3.6. Visualization of Segmentation Results

The visualization diagram of the SCU-Net-A test output is shown in Figure 10. The first row is the input image of the test set, the second row is the ground truth, the third row is the image predicted by DFCN121C, and the fourth row is the image predicted by SCU-Net-102-A. In the experiment, two remote sensing images with a size of 1856 × 1856 were selected, and the SCU-Net-102-A and DFCN121C network models were used for prediction.

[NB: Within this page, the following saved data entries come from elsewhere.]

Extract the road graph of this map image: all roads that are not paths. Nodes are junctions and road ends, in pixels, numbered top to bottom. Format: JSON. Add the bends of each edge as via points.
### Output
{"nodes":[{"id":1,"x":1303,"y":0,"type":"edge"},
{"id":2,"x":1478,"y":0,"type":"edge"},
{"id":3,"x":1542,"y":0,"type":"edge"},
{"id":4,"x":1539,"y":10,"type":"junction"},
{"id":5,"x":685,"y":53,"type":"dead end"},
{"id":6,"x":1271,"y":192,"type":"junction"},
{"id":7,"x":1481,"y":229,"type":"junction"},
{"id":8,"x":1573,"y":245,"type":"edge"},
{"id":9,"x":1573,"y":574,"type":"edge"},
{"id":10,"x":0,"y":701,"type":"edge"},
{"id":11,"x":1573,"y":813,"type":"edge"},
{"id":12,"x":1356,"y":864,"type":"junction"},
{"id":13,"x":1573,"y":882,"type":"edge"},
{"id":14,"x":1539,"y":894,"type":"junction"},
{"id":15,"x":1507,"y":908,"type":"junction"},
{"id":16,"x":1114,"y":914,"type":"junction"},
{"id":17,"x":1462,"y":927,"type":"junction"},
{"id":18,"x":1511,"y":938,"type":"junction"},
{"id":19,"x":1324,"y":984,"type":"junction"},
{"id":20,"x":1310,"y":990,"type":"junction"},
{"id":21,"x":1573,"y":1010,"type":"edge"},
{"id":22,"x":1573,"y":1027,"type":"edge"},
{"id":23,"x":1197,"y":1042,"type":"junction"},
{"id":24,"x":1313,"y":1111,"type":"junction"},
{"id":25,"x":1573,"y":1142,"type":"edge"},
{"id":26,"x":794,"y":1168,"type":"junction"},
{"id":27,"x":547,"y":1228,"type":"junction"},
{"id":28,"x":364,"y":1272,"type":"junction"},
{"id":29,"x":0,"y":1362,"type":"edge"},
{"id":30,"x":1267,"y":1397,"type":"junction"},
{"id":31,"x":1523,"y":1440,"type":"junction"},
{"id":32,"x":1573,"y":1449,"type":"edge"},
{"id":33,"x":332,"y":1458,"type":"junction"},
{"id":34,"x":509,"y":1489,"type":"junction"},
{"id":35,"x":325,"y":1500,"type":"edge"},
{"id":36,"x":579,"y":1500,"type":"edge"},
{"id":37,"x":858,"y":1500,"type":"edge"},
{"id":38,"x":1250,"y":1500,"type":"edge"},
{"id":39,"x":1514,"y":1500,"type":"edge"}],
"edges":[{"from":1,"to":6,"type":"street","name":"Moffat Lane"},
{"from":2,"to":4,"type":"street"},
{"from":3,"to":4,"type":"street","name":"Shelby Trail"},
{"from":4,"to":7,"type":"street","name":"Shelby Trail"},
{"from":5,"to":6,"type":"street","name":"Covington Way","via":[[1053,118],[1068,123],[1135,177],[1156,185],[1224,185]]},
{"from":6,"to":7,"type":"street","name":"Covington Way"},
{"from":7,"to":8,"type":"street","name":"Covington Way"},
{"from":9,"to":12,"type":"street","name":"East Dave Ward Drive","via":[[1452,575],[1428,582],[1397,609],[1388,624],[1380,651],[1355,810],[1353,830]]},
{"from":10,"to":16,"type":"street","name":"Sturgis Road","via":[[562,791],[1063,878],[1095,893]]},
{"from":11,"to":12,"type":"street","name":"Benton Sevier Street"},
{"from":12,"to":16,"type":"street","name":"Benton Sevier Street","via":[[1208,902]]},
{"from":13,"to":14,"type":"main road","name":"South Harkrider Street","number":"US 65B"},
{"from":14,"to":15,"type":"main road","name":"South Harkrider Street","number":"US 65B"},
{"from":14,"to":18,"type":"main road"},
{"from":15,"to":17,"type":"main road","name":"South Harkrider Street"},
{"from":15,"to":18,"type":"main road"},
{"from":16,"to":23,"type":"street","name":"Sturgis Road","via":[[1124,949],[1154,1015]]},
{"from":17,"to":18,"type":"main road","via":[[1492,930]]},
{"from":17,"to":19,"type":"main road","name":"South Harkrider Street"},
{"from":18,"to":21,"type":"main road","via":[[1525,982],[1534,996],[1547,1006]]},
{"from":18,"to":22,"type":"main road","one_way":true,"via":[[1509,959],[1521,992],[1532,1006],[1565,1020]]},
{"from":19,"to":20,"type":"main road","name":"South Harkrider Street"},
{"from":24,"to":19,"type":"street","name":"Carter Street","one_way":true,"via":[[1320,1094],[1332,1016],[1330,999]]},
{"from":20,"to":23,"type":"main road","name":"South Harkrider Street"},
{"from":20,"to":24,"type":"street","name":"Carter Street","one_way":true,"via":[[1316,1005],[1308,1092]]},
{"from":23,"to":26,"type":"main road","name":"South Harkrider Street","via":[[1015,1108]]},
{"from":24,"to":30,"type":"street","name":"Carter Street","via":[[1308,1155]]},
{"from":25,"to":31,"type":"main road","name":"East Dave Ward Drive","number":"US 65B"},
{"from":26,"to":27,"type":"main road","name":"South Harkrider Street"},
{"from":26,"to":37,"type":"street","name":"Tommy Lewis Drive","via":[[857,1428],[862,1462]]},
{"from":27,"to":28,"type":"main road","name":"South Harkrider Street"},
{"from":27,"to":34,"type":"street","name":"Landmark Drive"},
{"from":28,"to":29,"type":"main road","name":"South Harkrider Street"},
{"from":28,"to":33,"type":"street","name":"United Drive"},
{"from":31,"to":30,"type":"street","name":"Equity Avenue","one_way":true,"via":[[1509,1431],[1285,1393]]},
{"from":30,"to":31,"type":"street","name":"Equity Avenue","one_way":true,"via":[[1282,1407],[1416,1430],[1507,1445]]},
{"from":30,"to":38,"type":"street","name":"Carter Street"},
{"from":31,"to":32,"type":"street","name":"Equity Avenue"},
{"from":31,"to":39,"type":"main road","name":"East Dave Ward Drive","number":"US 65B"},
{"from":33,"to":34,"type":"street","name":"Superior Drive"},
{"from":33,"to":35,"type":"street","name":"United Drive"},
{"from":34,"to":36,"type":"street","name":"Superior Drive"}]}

The red rectangle indicates the prediction error, the yellow rectangle indicates the prediction effect on the water category, and the rose-red rectangle indicates the prediction effect on the road category.

On the whole, the prediction effect of SCU-Net-102-A is better than the image predicted by DFCN121C. In the first raw image, the waters are marked as bare ground because of human labeling errors. Both SCU-Net-A and DFCN121C can correctly predict waters, however, it is clear that SCU-Net-102-A understands the details better, as shown by the yellow boxes in the first column of Figure 10. As can be seen from the above figure, both SCU-Net-102-A and DFCN121C can predict unlabeled waters, however, the boundary information of SCU-Net-102-A is better than that of DFCN121C. It is indicated by the yellow box in the second column of Figure 10. Furthermore, it is experimentally found that DFCN121C predicts more misinformation than SCU-Net-102-A, as shown by the red boxes in Figure 10. In addition, there are unmarked roads in the original image in the second column, however, both SCU-Net-102-A and DFCN121C have learned this road information, and it can be seen from the figure that SCU-Net-102-A is better than DFCN121C as it learned more about the road category, as shown by the rose-red box in Figure 10. It shows that SCU-Net-102-A has a strong generalization ability in the semantic segmentation of high-resolution remote sensing images.

4. Conclusions

This paper proposes a new semantic segmentation model for high-resolution remote sensing images based on CNNs. A new upsampling module CDeConv is proposed in this network model, and the attention module CFWE is used to improve the feature extraction ability of the network. In the experiment of this paper, the GF-2 satellite remote sensing image of Chenzhou in 2016 is used, and the ground truth was labeled manually. Finally, there were 7 categories of classified objects in the dataset. By analyzing the experimental results, it is concluded that SCU-Net-102-A has the highest value, and its PA and MIOU are 91.66% and 55.61%, respectively. The precision of SCU-Net-102-A for woodland prediction is 97.10%, and the corresponding F1-score is 0.952, which is the highest F1-score among the seven categories. It can achieve accurate segmentation of complex targets in GF-2 image classification tasks. The model designed in this paper is designed to detect the changes in forest land and water area in Chenzhou, China, and to provide help for the protection and development of forest and water environment. It is hoped that more satellite remote sensing images of the same kind can be obtained in the future, and higher-quality segmentation datasets can be generated to further train SCU-Net to improve its versatility and segmentation performance.

Data Availability

The dataset can be obtained from the corresponding author upon request.

Conflicts of Interest

The authors declare that they have no conflicts of interest.

Acknowledgments

This research was funded by the Natural Science Foundation of Hunan Province, China (2019JJ80105), the ChangSha Science and Technology Project (kq2004071), and the Hunan Graduate Student Innovation Project (CX20200882).